- [Try it] Make an exact copy of the records, omitting all images.

═════ Dataset records ═════

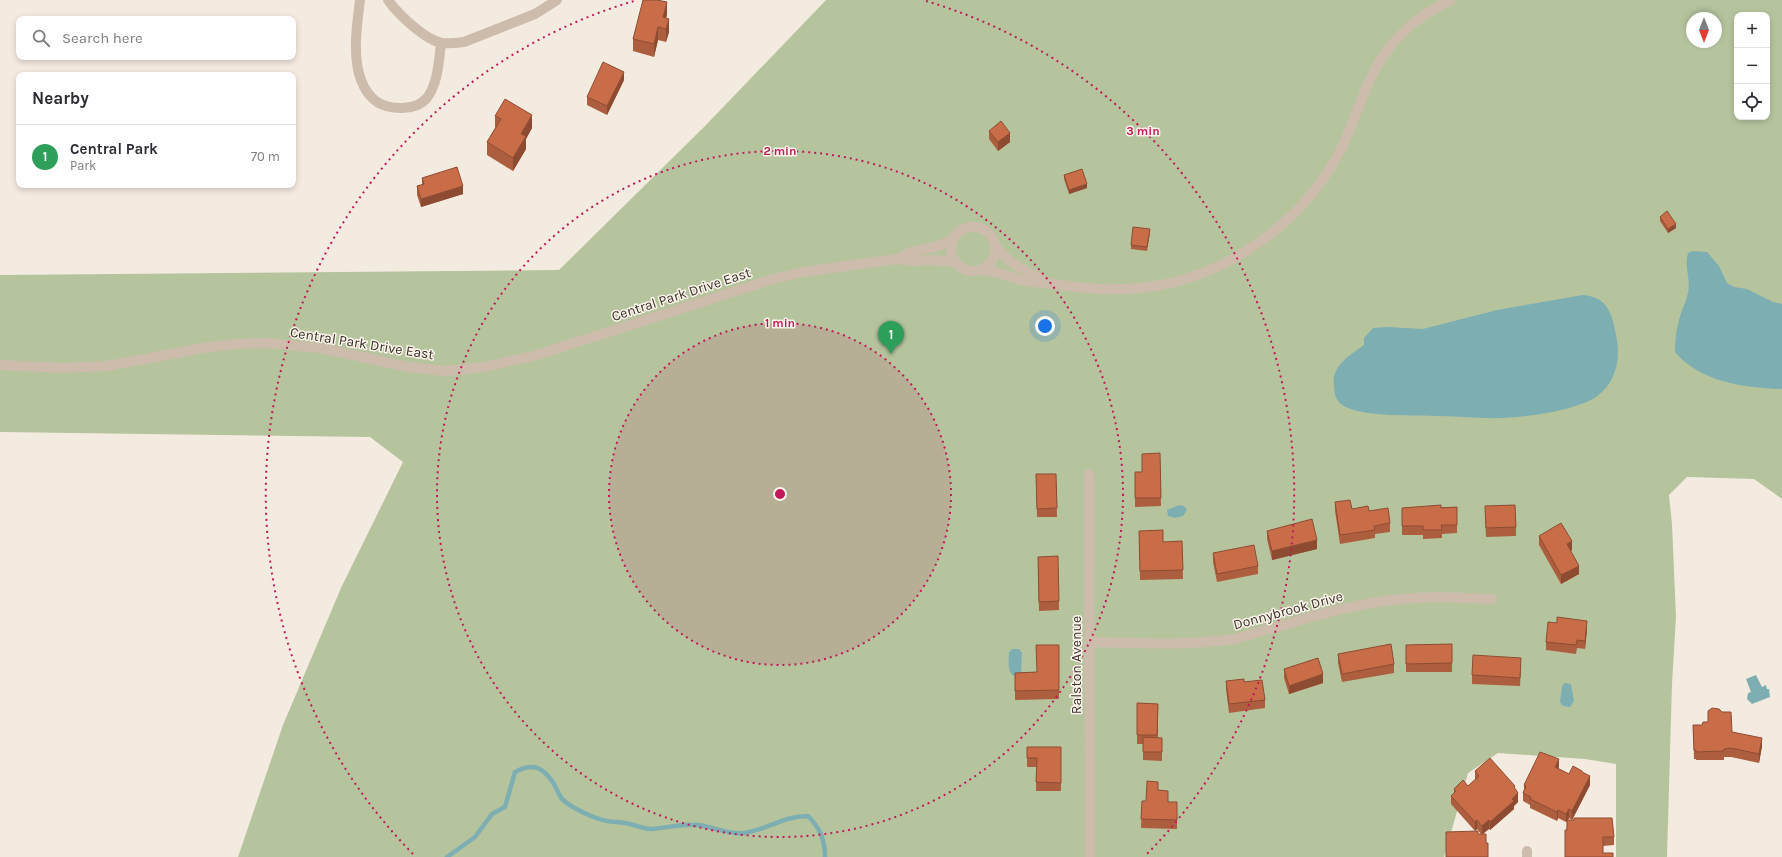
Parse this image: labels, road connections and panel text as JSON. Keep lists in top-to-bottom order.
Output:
{
  "streets": {
    "street": ["Central Park Drive East", "Donnybrook Drive", "Ralston Avenue"]
  },
  "crossings": [
    ["Donnybrook Drive", "Ralston Avenue"]
  ],
  "north": "bottom",
  "page": {
    "map_buttons": ["+", "−"],
    "search": "Search here",
    "heading": "Nearby",
    "list": [
      {
        "mark": "1",
        "name": "Central Park",
        "note": "Park",
        "value": "70 m"
      }
    ],
    "pins": "1"
  },
  "rings": ["3 min", "2 min", "1 min"]
}
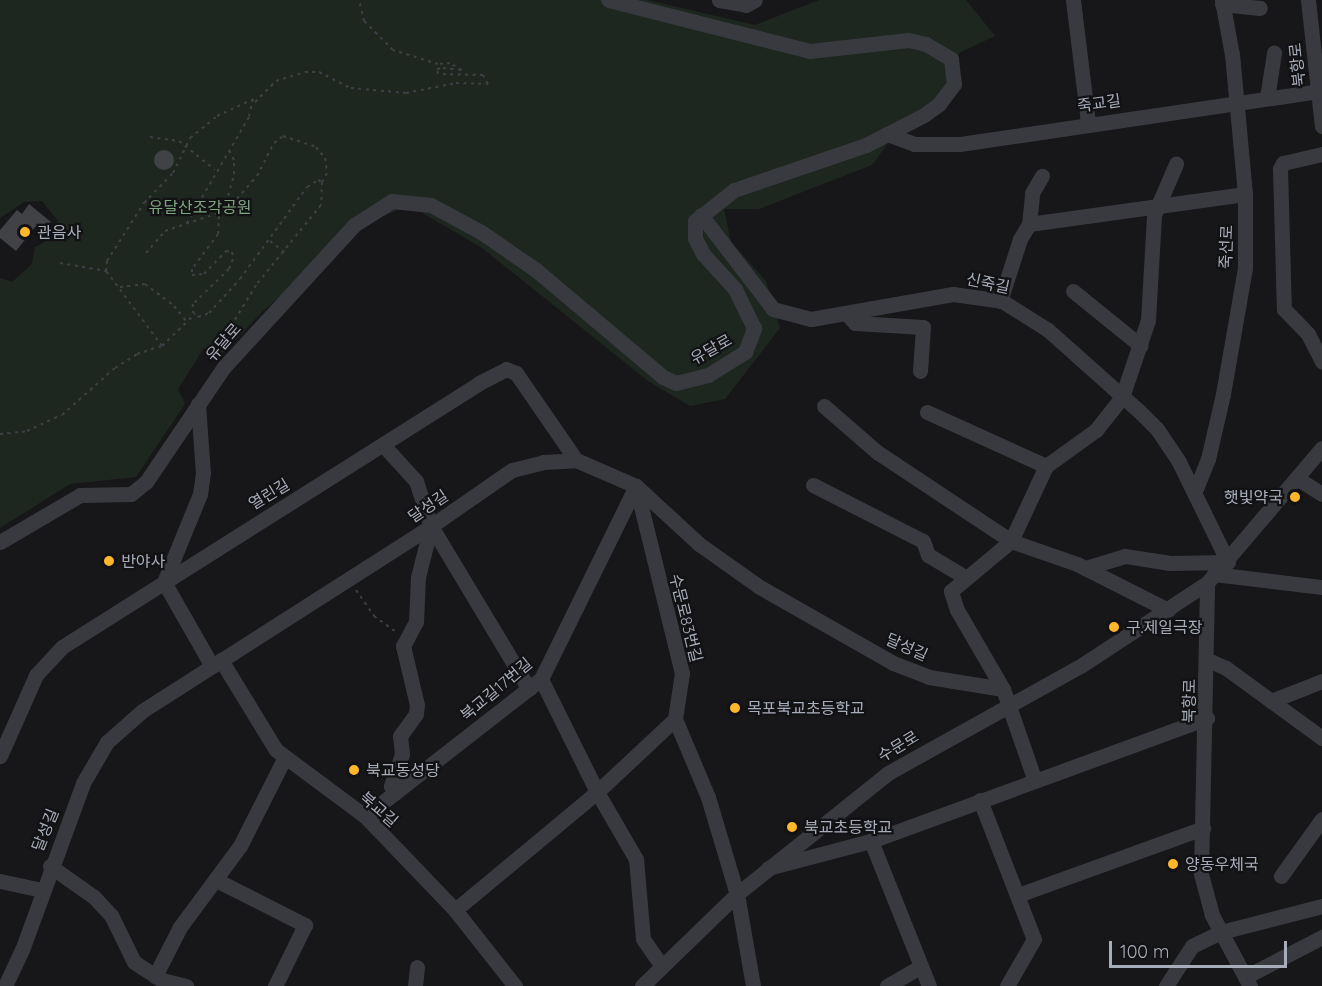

═════

- [Solution for this task]
Parse this image: labels, road connections and panel text as JSON. Keep lists in top-to-bottom order.
Output:
{
  "streets": {
    "street": ["Central Park Drive East", "Donnybrook Drive", "Ralston Avenue"]
  },
  "crossings": [
    ["Donnybrook Drive", "Ralston Avenue"]
  ],
  "north": "bottom",
  "page": {
    "map_buttons": ["+", "−"],
    "search": "Search here",
    "heading": "Nearby",
    "list": [
      {
        "mark": "1",
        "name": "Central Park",
        "note": "Park",
        "value": "70 m"
      }
    ],
    "pins": "1"
  },
  "rings": ["3 min", "2 min", "1 min"]
}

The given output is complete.